[Exercise brief]
Tally every line in the data that has the word "Şamil" and report only the total.

[Saved data entries]
════════
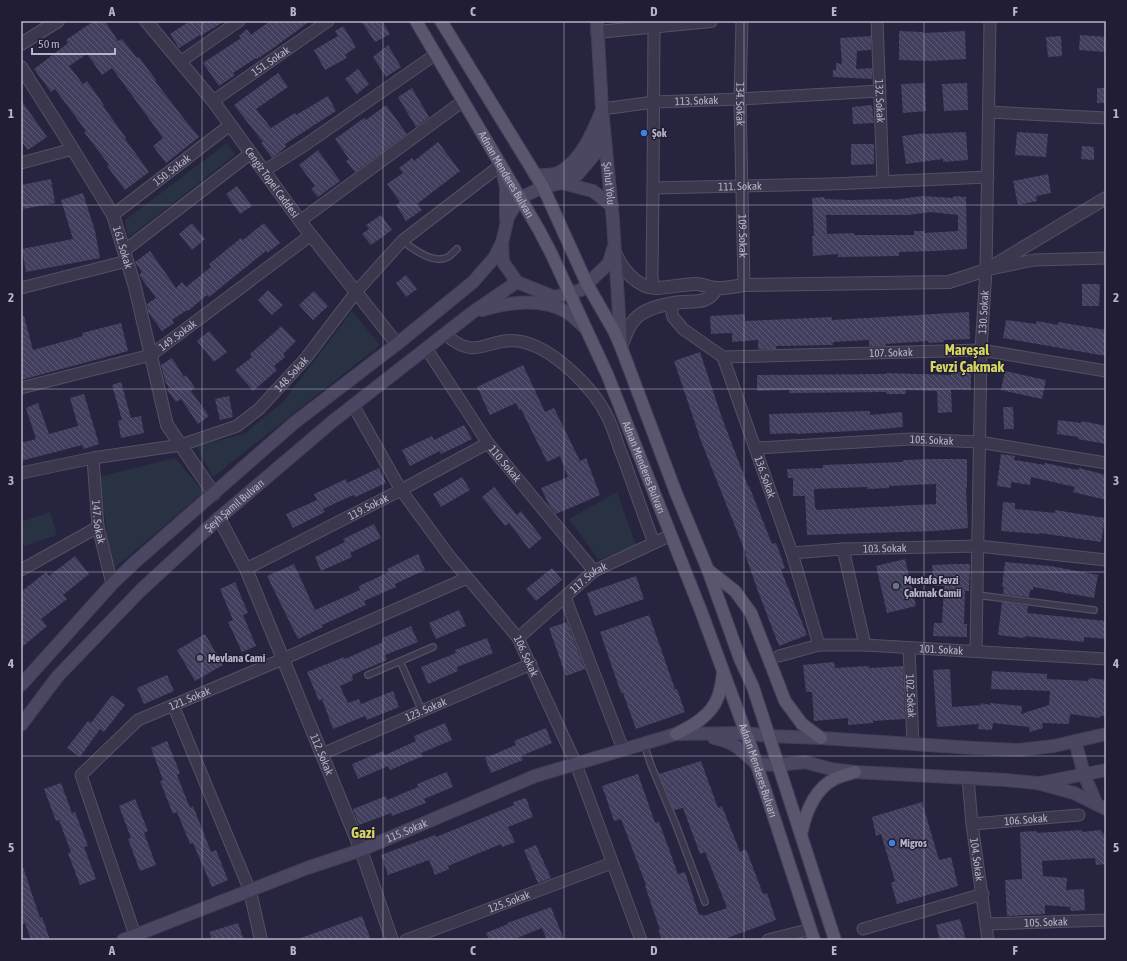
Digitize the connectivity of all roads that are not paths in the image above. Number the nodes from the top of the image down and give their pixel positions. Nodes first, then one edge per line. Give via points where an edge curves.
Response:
1 (58, 21) edge
2 (146, 21) edge
3 (239, 21) edge
4 (328, 21) edge
5 (416, 21) edge
6 (441, 21) edge
7 (711, 21) edge
8 (742, 21) edge
9 (877, 21) edge
10 (990, 21) edge
11 (597, 27) edge
12 (654, 27) junction
13 (21, 44) edge
14 (436, 54) junction
15 (180, 62) junction
16 (21, 68) edge
17 (880, 91) junction
18 (740, 99) junction
19 (213, 101) junction
20 (463, 101) junction
21 (654, 102) junction
22 (602, 109) junction
23 (989, 112) junction
24 (1106, 118) edge
25 (597, 121) junction
26 (230, 125) junction
27 (73, 149) junction
28 (251, 153) junction
29 (21, 163) edge
30 (501, 165) junction
31 (264, 172) junction
32 (535, 175) junction
33 (988, 177) junction
34 (883, 181) junction
35 (562, 183) junction
36 (742, 186) junction
37 (543, 188) junction
38 (653, 188) junction
39 (520, 198) junction
40 (1106, 198) edge
41 (612, 206) junction
42 (113, 215) junction
43 (300, 222) junction
44 (505, 227) junction
45 (311, 235) junction
46 (402, 241) junction
47 (502, 243) junction
48 (615, 247) junction
49 (458, 249) dead end
50 (126, 256) junction
51 (1106, 258) edge
52 (503, 262) junction
53 (986, 270) junction
54 (473, 282) junction
55 (517, 282) junction
56 (653, 283) dead end
57 (587, 284) junction
58 (744, 285) junction
59 (21, 288) edge
60 (716, 288) junction
61 (356, 292) junction
62 (570, 293) junction
63 (670, 304) junction
64 (473, 312) junction
65 (586, 329) junction
66 (445, 334) junction
67 (397, 344) junction
68 (621, 347) junction
69 (426, 348) junction
70 (981, 350) junction
71 (152, 355) junction
72 (723, 357) junction
73 (1106, 371) edge
74 (21, 388) edge
75 (353, 405) junction
76 (980, 442) junction
77 (488, 443) junction
78 (181, 445) junction
79 (756, 448) junction
80 (93, 458) junction
81 (1106, 463) edge
82 (21, 473) edge
83 (401, 490) junction
84 (214, 494) junction
85 (219, 518) junction
86 (98, 527) junction
87 (671, 536) junction
88 (654, 544) junction
89 (978, 546) junction
90 (843, 549) junction
91 (792, 552) junction
92 (1106, 560) edge
93 (246, 569) junction
94 (21, 570) edge
95 (708, 570) junction
96 (594, 571) junction
97 (467, 578) junction
98 (112, 584) junction
99 (977, 595) junction
100 (565, 597) junction
101 (1094, 610) dead end
102 (518, 638) junction
103 (819, 645) junction
104 (865, 645) junction
105 (433, 647) dead end
106 (909, 648) junction
107 (976, 652) junction
108 (778, 656) dead end
109 (283, 659) junction
110 (1106, 659) edge
111 (400, 661) junction
112 (530, 664) junction
113 (723, 671) junction
114 (368, 675) dead end
115 (21, 685) edge
116 (173, 705) junction
117 (422, 711) junction
118 (21, 726) edge
119 (746, 733) junction
120 (1106, 734) edge
121 (673, 735) junction
122 (769, 736) junction
123 (821, 738) junction
124 (1075, 741) junction
125 (644, 744) junction
126 (913, 744) junction
127 (623, 749) junction
128 (322, 754) junction
129 (576, 764) junction
130 (756, 764) junction
131 (778, 766) junction
132 (1106, 770) edge
133 (855, 772) junction
134 (1084, 774) junction
135 (968, 778) junction
136 (1037, 783) junction
137 (1101, 806) edge
138 (1079, 815) dead end
139 (972, 824) junction
140 (801, 836) junction
141 (361, 850) junction
142 (612, 863) junction
143 (250, 891) junction
144 (982, 894) junction
145 (705, 902) dead end
146 (1106, 920) edge
147 (987, 924) junction
148 (863, 929) dead end
149 (812, 934) edge
150 (135, 935) junction
151 (123, 940) edge
152 (260, 940) edge
153 (392, 940) edge
154 (406, 940) edge
155 (641, 940) edge
156 (768, 940) edge
157 (835, 940) edge
158 (988, 940) edge

1 - 13 street
2 - 15 street, Cengiz Topel Caddesi
3 - 15 street
4 - 19 street, 151. Sokak
5 - 14 main road, Adnan Menderes Bulvarı
6 - 32 main road, Adnan Menderes Bulvarı
7 - 12 street
8 - 18 street, 134. Sokak
9 - 17 street, 132. Sokak
10 - 23 street, 130. Sokak
11 - 12 street
11 - 22 main road, Şuhut Yolu
12 - 21 street
14 - 20 main road, Adnan Menderes Bulvarı
14 - 31 street
15 - 19 street, Cengiz Topel Caddesi
16 - 27 street, 161. Sokak
17 - 18 street, 113. Sokak
17 - 34 street, 132. Sokak
18 - 21 street, 113. Sokak
18 - 36 street, 134. Sokak
19 - 26 street, Cengiz Topel Caddesi
20 - 30 main road, Adnan Menderes Bulvarı
20 - 43 street
21 - 22 street, 113. Sokak
21 - 38 street
22 - 25 main road
22 - 41 main road, Şuhut Yolu
23 - 24 street
23 - 33 street, 130. Sokak
25 - 32 main road via 584,148 573,162 559,172
25 - 35 main road via 595,154 577,175
26 - 28 street, Cengiz Topel Caddesi
26 - 42 street, 150. Sokak
27 - 29 street
27 - 42 street, 161. Sokak
28 - 31 street, Cengiz Topel Caddesi
28 - 50 street
30 - 39 main road, Adnan Menderes Bulvarı
30 - 44 main road via 506,187
30 - 46 street, 148. Sokak
31 - 43 street, Cengiz Topel Caddesi
32 - 37 main road, Adnan Menderes Bulvarı
33 - 34 street, 111. Sokak
33 - 53 street, 130. Sokak
34 - 36 street, 111. Sokak
35 - 37 main road
35 - 41 main road via 593,191
36 - 38 street, 111. Sokak
36 - 58 street, 109. Sokak
37 - 39 main road
37 - 57 main road, Adnan Menderes Bulvarı
38 - 56 street
39 - 44 main road
39 - 62 main road, Adnan Menderes Bulvarı
40 - 53 street
41 - 48 main road, Şuhut Yolu
42 - 50 street, 161. Sokak
43 - 45 street, Cengiz Topel Caddesi
44 - 47 main road
45 - 61 street, Cengiz Topel Caddesi
45 - 71 street, 149. Sokak
46 - 49 lane via 436,260 447,258
46 - 61 street, 148. Sokak
47 - 52 main road
47 - 54 main road via 494,258
48 - 57 main road via 609,263
48 - 60 street via 618,261 625,271 647,286 654,288 698,284
48 - 68 main road, Şuhut Yolu
50 - 59 street
50 - 71 street, 161. Sokak
51 - 53 street via 1034,260
52 - 54 main road
52 - 55 main road
53 - 58 street via 949,282
53 - 70 street, 130. Sokak
54 - 67 main road, Şeyh Şamil Bulvarı
55 - 62 main road via 554,297
55 - 64 main road, Şeyh Şamil Bulvarı
57 - 62 main road via 581,290
57 - 68 main road, Adnan Menderes Bulvarı
58 - 60 street
60 - 63 street via 714,294 702,301
61 - 67 street, Cengiz Topel Caddesi
61 - 78 street, 148. Sokak via 306,358 259,409 237,426
62 - 65 main road, Adnan Menderes Bulvarı
63 - 68 street via 648,309 636,318 626,331
63 - 72 street via 673,317 683,329
64 - 65 main road via 495,306 534,302 566,312
64 - 66 main road, Şeyh Şamil Bulvarı
65 - 87 main road, Adnan Menderes Bulvarı via 607,374
66 - 69 main road, Şeyh Şamil Bulvarı
66 - 88 street via 454,343 466,348 490,346 506,341 519,341 542,348 577,377 594,396 608,418
67 - 84 main road, Şeyh Şamil Bulvarı via 294,423
68 - 95 main road, Adnan Menderes Bulvarı
69 - 75 main road, Şeyh Şamil Bulvarı
69 - 77 street, 110. Sokak
70 - 72 street, 107. Sokak
70 - 73 street, 107. Sokak
70 - 76 street, 130. Sokak
71 - 74 street, 149. Sokak
71 - 78 street, 161. Sokak via 167,425
72 - 79 street, 136. Sokak
75 - 83 street, 106. Sokak
75 - 85 main road, Şeyh Şamil Bulvarı
76 - 79 street, 105. Sokak via 911,439
76 - 81 street, 105. Sokak
76 - 89 street, 130. Sokak
77 - 83 street, 119. Sokak
77 - 96 street, 110. Sokak
78 - 80 street, 148. Sokak
78 - 84 street, 161. Sokak
79 - 91 street, 136. Sokak
80 - 82 street, 148. Sokak
80 - 86 street, 147. Sokak
83 - 93 street, 119. Sokak
83 - 97 street, 106. Sokak
84 - 98 main road, Şeyh Şamil Bulvarı
85 - 93 street, 112. Sokak
85 - 118 main road, Şeyh Şamil Bulvarı via 140,591 58,676
86 - 94 street
86 - 98 street, 147. Sokak
87 - 88 street, 117. Sokak
87 - 113 main road, Adnan Menderes Bulvarı
88 - 96 street, 117. Sokak
89 - 90 street, 103. Sokak
89 - 92 street, 103. Sokak
89 - 99 street, 130. Sokak
90 - 91 street, 103. Sokak
90 - 104 street
91 - 103 street, 136. Sokak
93 - 109 street, 112. Sokak
95 - 122 main road, Adnan Menderes Bulvarı
95 - 123 main road via 735,591 750,613 785,701 802,724
96 - 100 street, 117. Sokak
97 - 102 street, 106. Sokak
97 - 109 street, 121. Sokak
98 - 115 main road, Şeyh Şamil Bulvarı
99 - 101 lane
99 - 107 street, 130. Sokak
100 - 102 street, 117. Sokak
100 - 127 street
102 - 112 street, 106. Sokak
103 - 104 street, 101. Sokak
103 - 108 street, 101. Sokak
104 - 106 street, 101. Sokak
105 - 111 lane
106 - 107 street, 101. Sokak
106 - 126 street, 102. Sokak
107 - 110 street, 101. Sokak
109 - 116 street, 121. Sokak
109 - 128 street, 112. Sokak
111 - 114 lane
111 - 117 lane
112 - 117 street, 123. Sokak
112 - 129 street, 106. Sokak
113 - 119 main road, Adnan Menderes Bulvarı
113 - 121 main road via 718,699 711,709 694,726
116 - 143 street
116 - 150 street, 121. Sokak via 138,720 81,775
117 - 128 street, 123. Sokak
119 - 121 main road
119 - 122 main road
119 - 130 main road, Adnan Menderes Bulvarı
120 - 124 main road
121 - 125 main road, 115. Sokak
121 - 130 main road, 115. Sokak via 726,740
122 - 123 main road
122 - 131 main road, Adnan Menderes Bulvarı
123 - 126 main road
124 - 126 main road via 1019,750
124 - 134 main road
125 - 127 main road, 115. Sokak
125 - 145 lane
127 - 129 main road, 115. Sokak
128 - 141 street, 112. Sokak
129 - 141 main road, 115. Sokak via 535,776
129 - 142 street, 106. Sokak
130 - 131 main road
130 - 149 main road, Adnan Menderes Bulvarı
131 - 133 main road via 805,762
131 - 140 main road, Adnan Menderes Bulvarı
132 - 134 main road
133 - 135 main road
133 - 140 main road via 835,778 825,785 809,810
134 - 136 main road
134 - 137 main road
135 - 136 main road
135 - 139 street, 104. Sokak
136 - 137 main road via 1074,792
138 - 139 street, 106. Sokak
139 - 144 street, 104. Sokak
140 - 157 main road, Adnan Menderes Bulvarı
141 - 143 main road, 115. Sokak
141 - 153 street, 112. Sokak
142 - 154 street, 125. Sokak
142 - 155 street, 106. Sokak
143 - 150 main road, 115. Sokak
143 - 152 street
144 - 147 street, 104. Sokak
144 - 148 street
146 - 147 street, 105. Sokak
147 - 158 street, 104. Sokak
149 - 156 street
150 - 151 main road, 115. Sokak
════════
[Completed task]
10